Quem já assistiu ao seriado "A Sete Palmos" sabe que a intervenção plástica em cadáveres é parte do ritual mortuário praticado nos Estados Unidos. Lá a conduta pretende imortalizar a melhor imagem do morto, uma que se pareça com sua expressão viva, natural. Mas não é comum no mundo árabe (nem no Brasil, diga-se de passagem).
Nesse caso a intervenção cirúrgica nos cadáveres pretendeu reduzir o impacto negativo que os corpos destroçados teria sobre a opinião pública internacional, que já tem em baixa conta a imagem dos EUA, desgastada pela ausência de provas da existência das armas de destruição em massa que justificaram a invasão.
O resultado é talvez mais brutal. Rostos semi-reconstituídos, limpos e barbeados contrastam com aqueles apresentados inicialmente nas fotos e com as feridas nas outras partes visíveis, braços e pernas.
Emissoras norte-americanas advertem previamente sobre a impropriedade das imagens. Outras emissoras hesitam em divulgar os vídeos.
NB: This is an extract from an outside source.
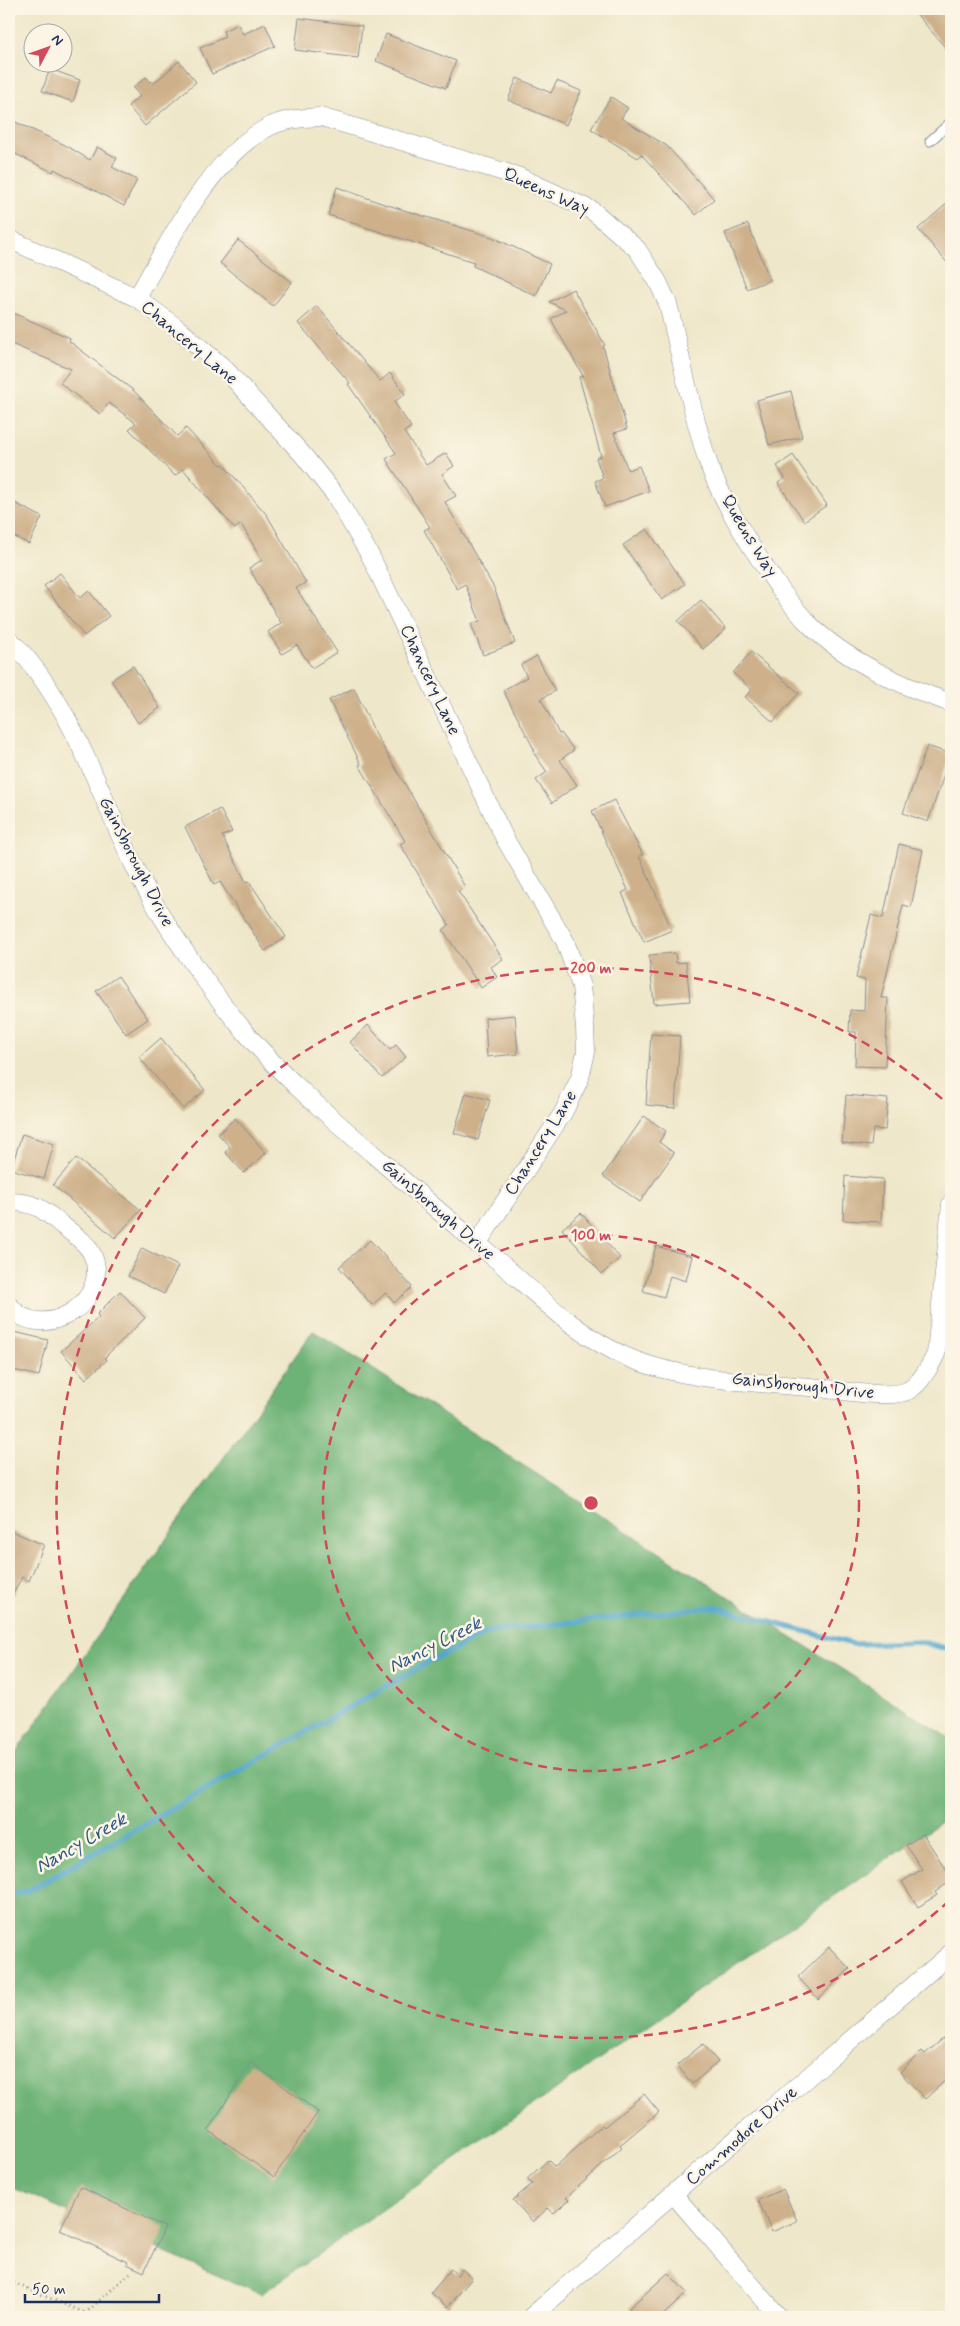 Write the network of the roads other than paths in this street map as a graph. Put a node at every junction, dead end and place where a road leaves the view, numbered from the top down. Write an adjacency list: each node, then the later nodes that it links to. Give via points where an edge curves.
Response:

A exibição pública de corpos de inimigos mortos, muitas vezes esquartejados, celebra a vitória em diversas culturas desde tempos imemoriais. Espetáculos de violência, as vezes canibais, consagram poderes dominantes entre os índios brasileiros, os gregos, os portugueses.
Nesse caso o esforço foi o de recompor a carne violentada. Disseminadas como nunca, imagens de corpos dilacerados não perderam a capacidade de horrorizar. Talvez haja aí uma esperança.